[Exercise instructions]
Send back the data below exactly. Drop every picture.

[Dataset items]
----

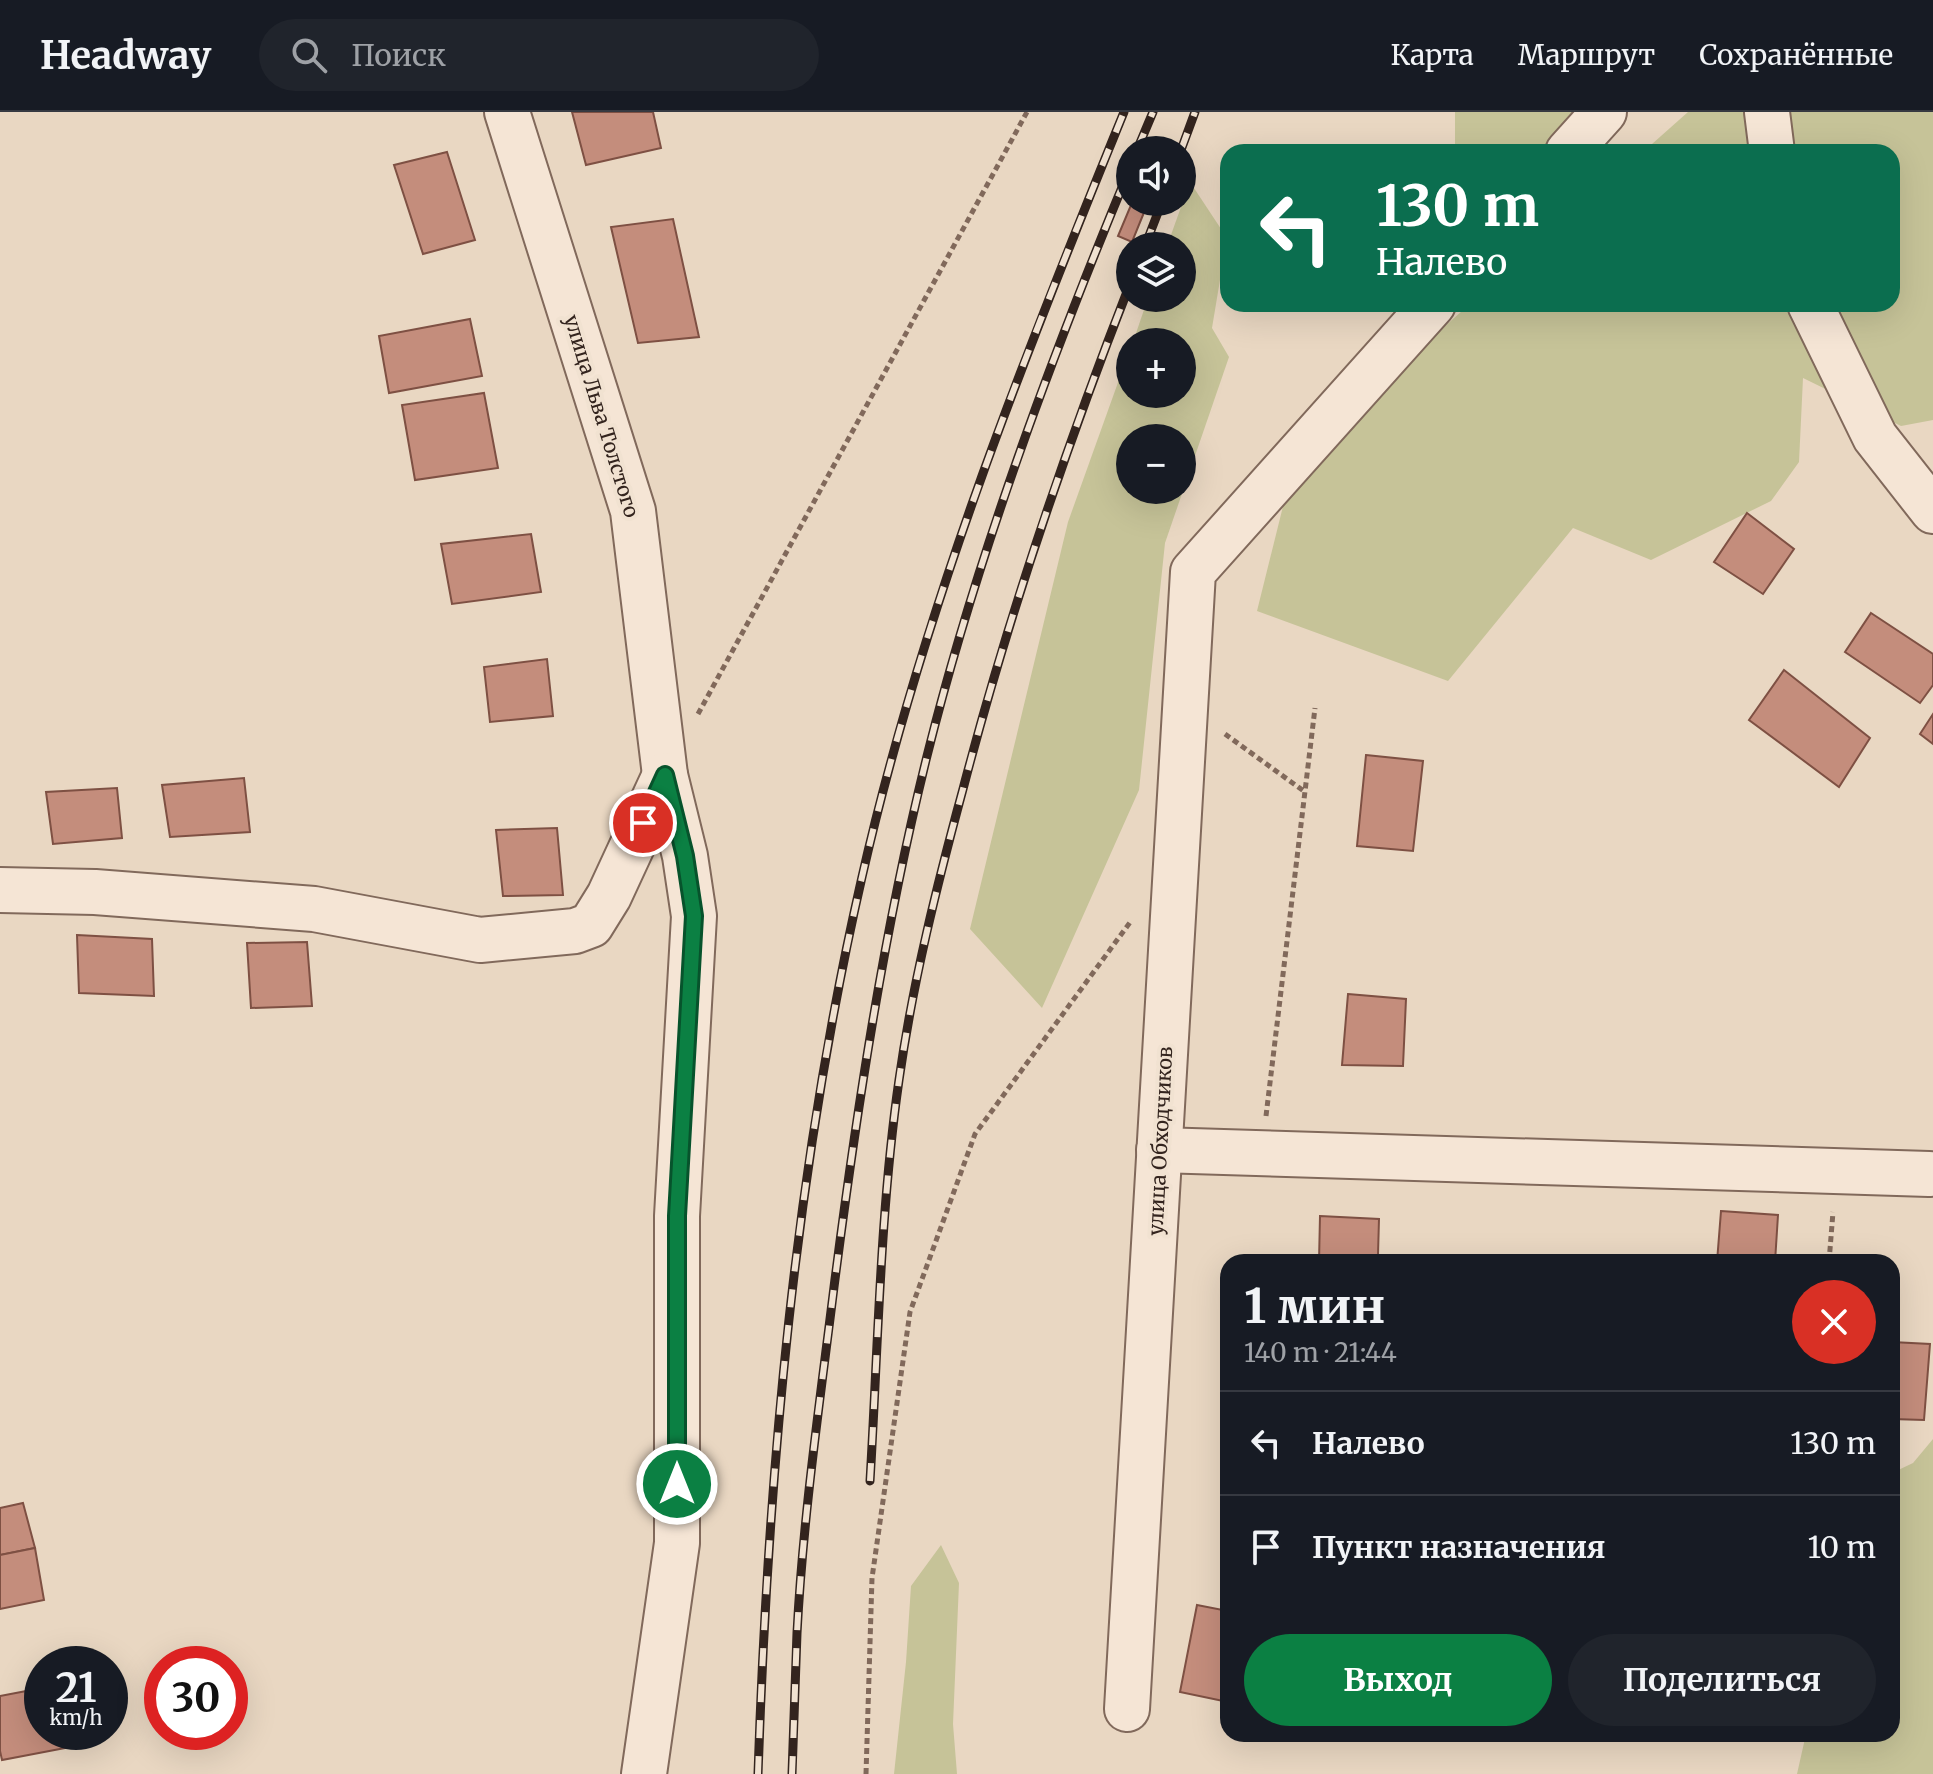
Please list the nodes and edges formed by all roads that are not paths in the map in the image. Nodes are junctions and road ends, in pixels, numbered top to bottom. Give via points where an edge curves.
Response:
1 (507, 112) edge
2 (1604, 112) edge
3 (1767, 112) edge
4 (1575, 144) edge
5 (1771, 144) edge
6 (1426, 312) edge
7 (1814, 312) edge
8 (1933, 511) edge
9 (665, 775) junction
10 (0, 890) edge
11 (1159, 1150) junction
12 (1929, 1174) dead end
13 (1127, 1709) dead end
14 (644, 1774) edge

1 - 9 street, улица Льва Толстого via 633,511
2 - 4 street
3 - 5 street
6 - 11 street, улица Обходчиков via 1193,572
7 - 8 street via 1875,437
9 - 10 street via 609,896 591,925 575,931 480,940 314,909
9 - 14 street, улица Льва Толстого via 694,916 677,1216 677,1543
11 - 12 street
11 - 13 street, улица Обходчиков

----

[Solved exercise]
Please list the nodes and edges formed by all roads that are not paths in the map in the image. Nodes are junctions and road ends, in pixels, numbered top to bottom. Give via points where an edge curves.
Response:
1 (507, 112) edge
2 (1604, 112) edge
3 (1767, 112) edge
4 (1575, 144) edge
5 (1771, 144) edge
6 (1426, 312) edge
7 (1814, 312) edge
8 (1933, 511) edge
9 (665, 775) junction
10 (0, 890) edge
11 (1159, 1150) junction
12 (1929, 1174) dead end
13 (1127, 1709) dead end
14 (644, 1774) edge

1 - 9 street, улица Льва Толстого via 633,511
2 - 4 street
3 - 5 street
6 - 11 street, улица Обходчиков via 1193,572
7 - 8 street via 1875,437
9 - 10 street via 609,896 591,925 575,931 480,940 314,909
9 - 14 street, улица Льва Толстого via 694,916 677,1216 677,1543
11 - 12 street
11 - 13 street, улица Обходчиков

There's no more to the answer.